= Yrjö Vartia =

Yrjö O. Vartia (born June 3, 1946 in Helsinki, Finland) is an emeritus professor of econometrics in the Department of Political and Economic Studies at the University of Helsinki, Finland.

== Career ==
He received his B.S. (mathematics) in 1968 and his M.A. (statistics) in 1971 from the University of Helsinki and Licentiate of Philosophy and Ph.D. (statistics) from the University of Tampere, Finland in 1976. He became associate professor of statistics at the University of Helsinki in 1980, Professor of Statistics at the Helsinki School of Economics HSE in 1984 and professor of Economics (focusing on econometrics) at the University of Helsinki in 1987. He was student of Leo Törnqvist, the creator of the Törnqvist index

==Research on Index Numbers==
Vartia is best known for his 1983 paper in Econometrica, Efficient Methods of Measuring Welfare Change and Compensated Income in Terms of Ordinary Demand Functions. It explains a numerical technique for solving a system of demand equations to derive the underlying utility function, i.e. for "calculating exact consumer welfare assuming the consumer faces a linear budget constraint". This is important because it greatly facilitates the measurement of changes in welfare, a major part of the work of economists.

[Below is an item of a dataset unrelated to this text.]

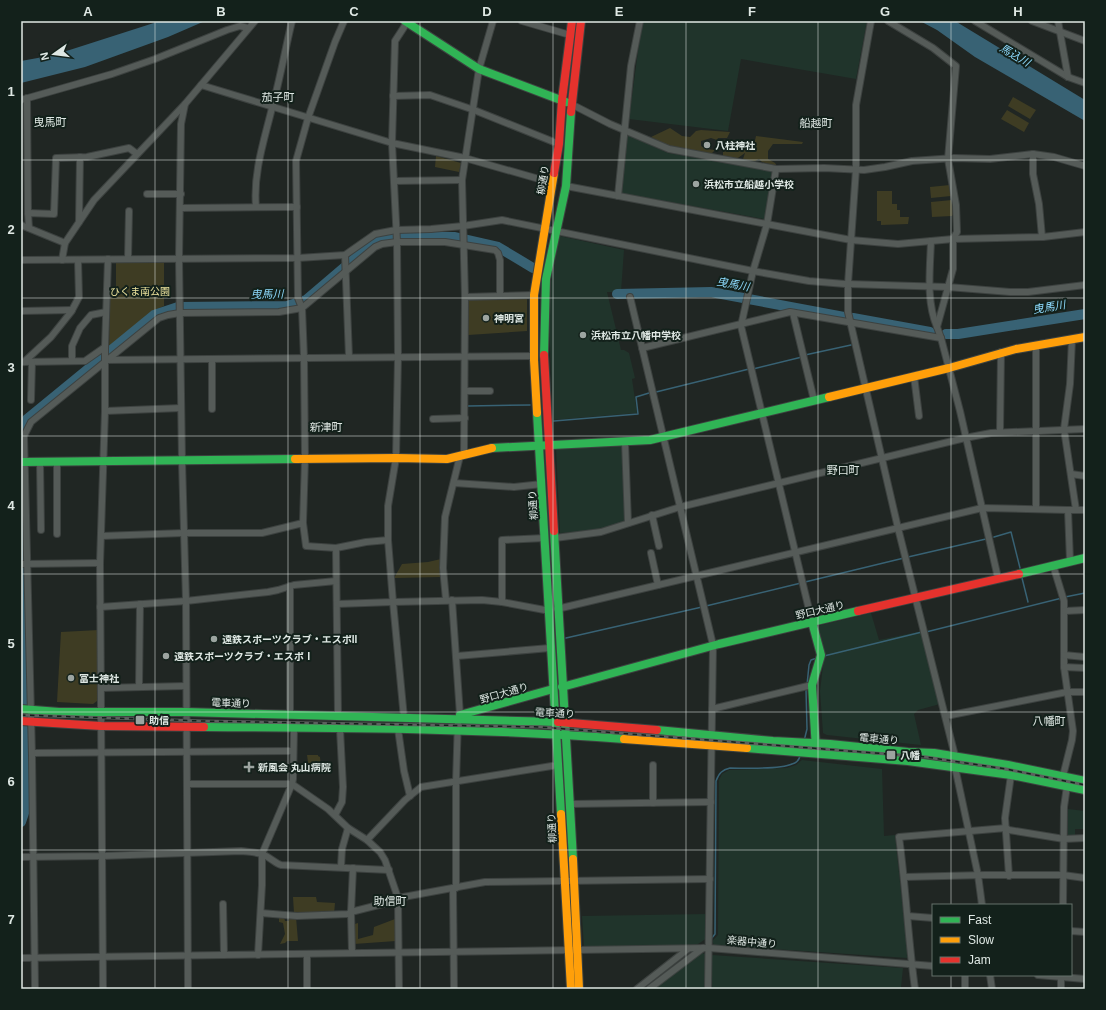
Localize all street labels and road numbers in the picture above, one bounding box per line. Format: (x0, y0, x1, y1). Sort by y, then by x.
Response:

More generally, Vartia's expertise is axiomatic index numbers, where he is known for his "consistency in aggregation" test and his discovery, along with Kazuo Sato of the "ideal log-change index", which utilised logarithms and logarithmic mean to define the Sato-Vartia or "Vartia II" index (both 1976). He proposed also in his dissertation "Relative Changes and Index Numbers" in 1976 another index known as Montgomery-Vartia (or "Vartia I") index, which satisfies Time and Factor Reversal Tests and is Consistent in Aggregation. But it satisfies only a weaker form of Proportionality Test WPT along with, say, the factor antithesis FA(Törnqvist) of the Törnqvist index. According to WPT, if both prices and quantities change proportionally, the price index must equal the common factor of proportionality. Montgomery-Vartia index was proposed independently in another notation by Montgomery in 1937. Both Sato-Vartia and Montgomery-Vartia indices are modifications and refinements of the Törnqvist index.